# Front Panel Lights Don't All Work



## Winter Fox (Dec 29, 2020)

The lights on the front panel do not all work. I only get the green light clearly. When I look closely during a recording I can see the red light by looking in the light area but it isn't visible a few feet away. It is as if the front panel is misaligned and it's covering the red light. Does anyone either know how to safely remove the top of the Tivo to check the alignment or another idea?


----------



## Edwin Shenk (Nov 29, 2019)

I have the same problem. My Edge is 1 year old. Either they are not applying enough current for the LED they chose or it is misaligned. You can use binoculars but I don't bother. It would be nice if they had 6 red LED's to match the tuners.


----------



## tommage1 (Nov 6, 2008)

Winter Fox said:


> The lights on the front panel do not all work. I only get the green light clearly. When I look closely during a recording I can see the red light by looking in the light area but it isn't visible a few feet away. It is as if the front panel is misaligned and it's covering the red light. Does anyone either know how to safely remove the top of the Tivo to check the alignment or another idea?

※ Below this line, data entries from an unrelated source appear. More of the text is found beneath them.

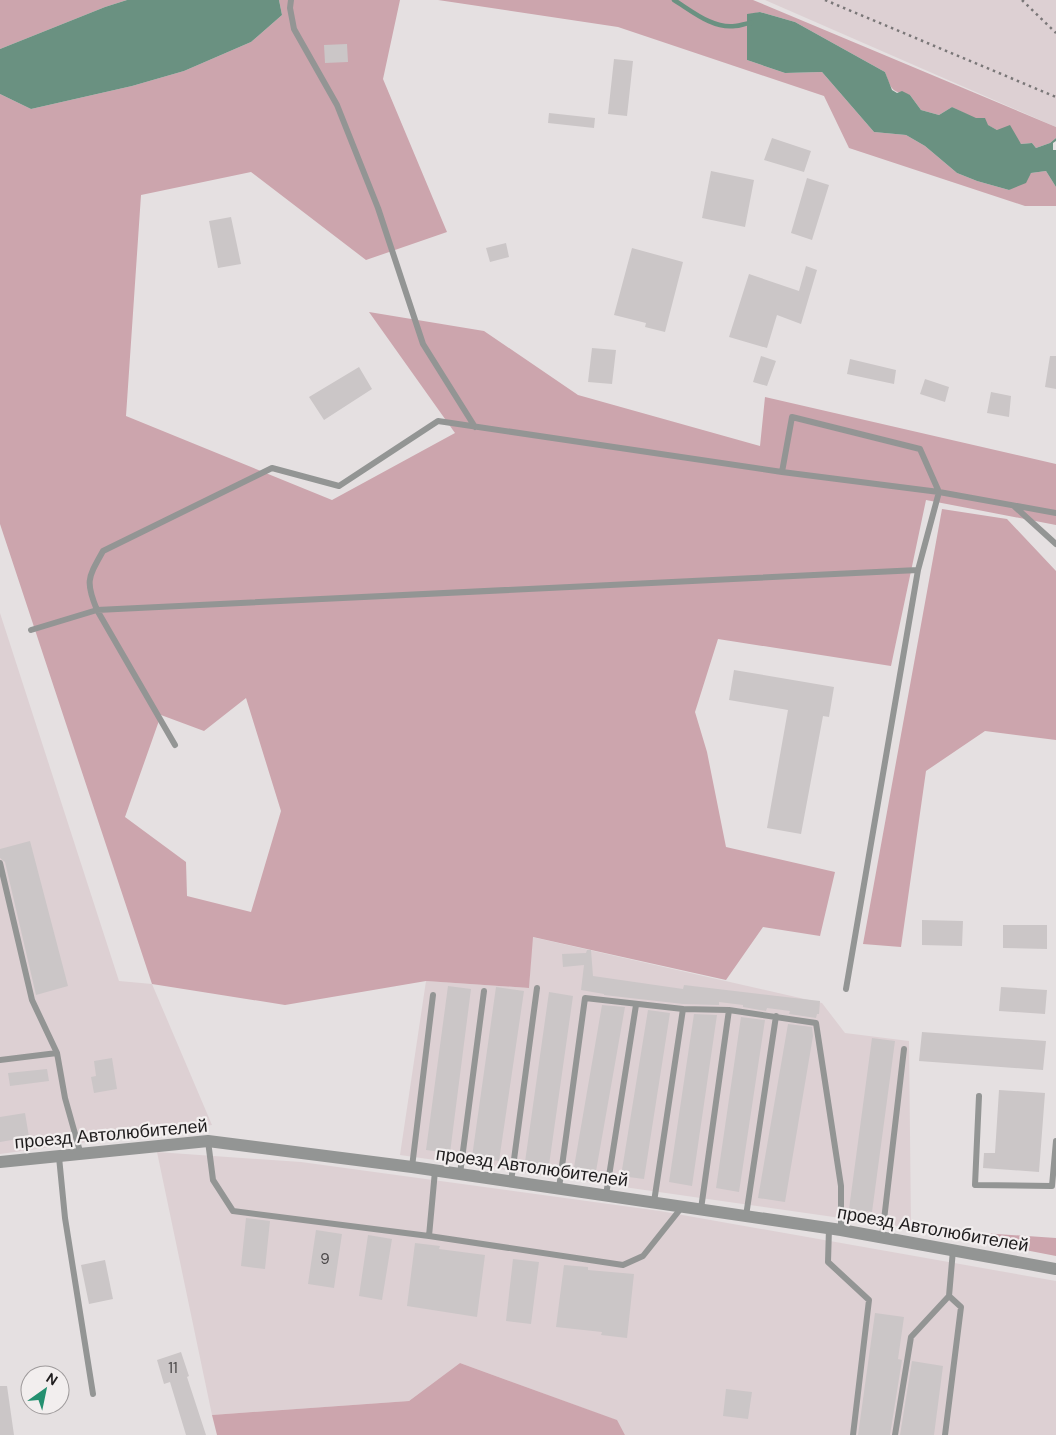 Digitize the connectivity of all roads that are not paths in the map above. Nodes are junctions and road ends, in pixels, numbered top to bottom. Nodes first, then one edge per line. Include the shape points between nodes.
1 (292, 0) edge
2 (476, 427) junction
3 (782, 472) junction
4 (939, 492) junction
5 (1013, 505) junction
6 (1056, 513) edge
7 (1056, 544) edge
8 (918, 570) junction
9 (97, 610) junction
10 (31, 630) dead end
11 (175, 745) dead end
12 (0, 863) edge
13 (537, 988) dead end
14 (846, 989) dead end
15 (484, 991) dead end
16 (433, 995) dead end
17 (636, 1005) junction
18 (683, 1009) junction
19 (729, 1010) junction
20 (776, 1016) junction
21 (904, 1049) dead end
22 (57, 1053) junction
23 (0, 1060) edge
24 (979, 1096) dead end
25 (208, 1141) junction
26 (1056, 1141) edge
27 (80, 1155) junction
28 (59, 1157) junction
29 (0, 1162) edge
30 (412, 1167) junction
31 (435, 1171) junction
32 (460, 1174) junction
33 (511, 1182) junction
34 (558, 1188) junction
35 (606, 1195) junction
36 (654, 1202) junction
37 (683, 1206) junction
38 (701, 1209) junction
39 (746, 1216) junction
40 (835, 1229) junction
41 (429, 1236) junction
42 (882, 1237) junction
43 (953, 1250) junction
44 (1056, 1269) edge
45 (949, 1296) junction
46 (92, 1394) dead end
47 (853, 1435) edge
48 (895, 1435) edge
49 (945, 1435) edge

1 - 2 lane via 290,8 294,29 337,105 378,208 423,344
2 - 3 lane
2 - 9 lane via 438,421 339,486 272,468 103,551 90,574 89,590
3 - 4 lane
3 - 4 lane via 792,417 920,450
4 - 5 lane
4 - 8 lane
5 - 6 lane
5 - 7 lane
8 - 9 lane
8 - 14 lane
9 - 10 lane
9 - 11 lane
12 - 22 lane via 32,1000
13 - 33 lane
15 - 32 lane
16 - 30 lane
17 - 18 lane
17 - 34 lane via 585,998
17 - 35 lane
18 - 19 lane
18 - 36 lane
19 - 20 lane
19 - 38 lane
20 - 39 lane
20 - 40 lane via 816,1023 842,1186
21 - 42 lane
22 - 23 lane
22 - 27 lane
24 - 26 lane via 975,1184 1052,1186
25 - 27 street, проезд Автолюбителей
25 - 30 street, проезд Автолюбителей
25 - 41 lane via 213,1180 234,1211
27 - 28 street, проезд Автолюбителей
28 - 29 street, проезд Автолюбителей
28 - 46 lane
30 - 31 street, проезд Автолюбителей
31 - 32 street, проезд Автолюбителей
31 - 41 lane
32 - 33 street, проезд Автолюбителей
33 - 34 street, проезд Автолюбителей
34 - 35 street, проезд Автолюбителей
35 - 36 street, проезд Автолюбителей
36 - 37 street, проезд Автолюбителей
37 - 38 street, проезд Автолюбителей
37 - 41 lane via 643,1256 623,1265
38 - 39 street, проезд Автолюбителей
39 - 40 street, проезд Автолюбителей
40 - 42 street, проезд Автолюбителей
40 - 47 lane via 828,1262 869,1300
42 - 43 street, проезд Автолюбителей
43 - 44 street, проезд Автолюбителей
43 - 45 lane
45 - 48 lane via 911,1337
45 - 49 lane via 961,1307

I rarely look at the lights. I have noticed I only see green. Not sure if the others aren't working or are dim or misaligned. I would not open up the Tivo. You have to punch holes in the sticker to do so. Which could void your warranty. Might be worth it for a drive upgrade, for me would not be worth it just to adjust LEDs.


----------



## tommage1 (Nov 6, 2008)

tommage1 said:


> I rarely look at the lights. I have noticed I only see green. Not sure if the others aren't working or are dim or misaligned. I would not open up the Tivo. You have to punch holes in the sticker to do so. Which could void your warranty. Might be worth it for a drive upgrade, for me would not be worth it just to adjust LEDs.


Actually just checked it. Started a recording, and brought the remote close so could check yellow light. I cannot see the red and yellow when sitting normal distance from my TV, only the green. But when I get close I can see the red while recording and the yellow (barely) when pushing buttons on the remote. Blue I would have to be doing a transfer to the Edge using Tivo online I guess. The LEDs are small, nothing like a Roamio. Similar to Bolt, I barely notice the lights on the Bolt either, just the green.

Seems there is no blue light, or it's not working. Am transferring using Tivo online right now, no light. The Bolt, no blue light, the yellow goes on while doing a transfer. The lights on the Bolt are much brighter than Edge, in fact the yellow is brighter than the green.


----------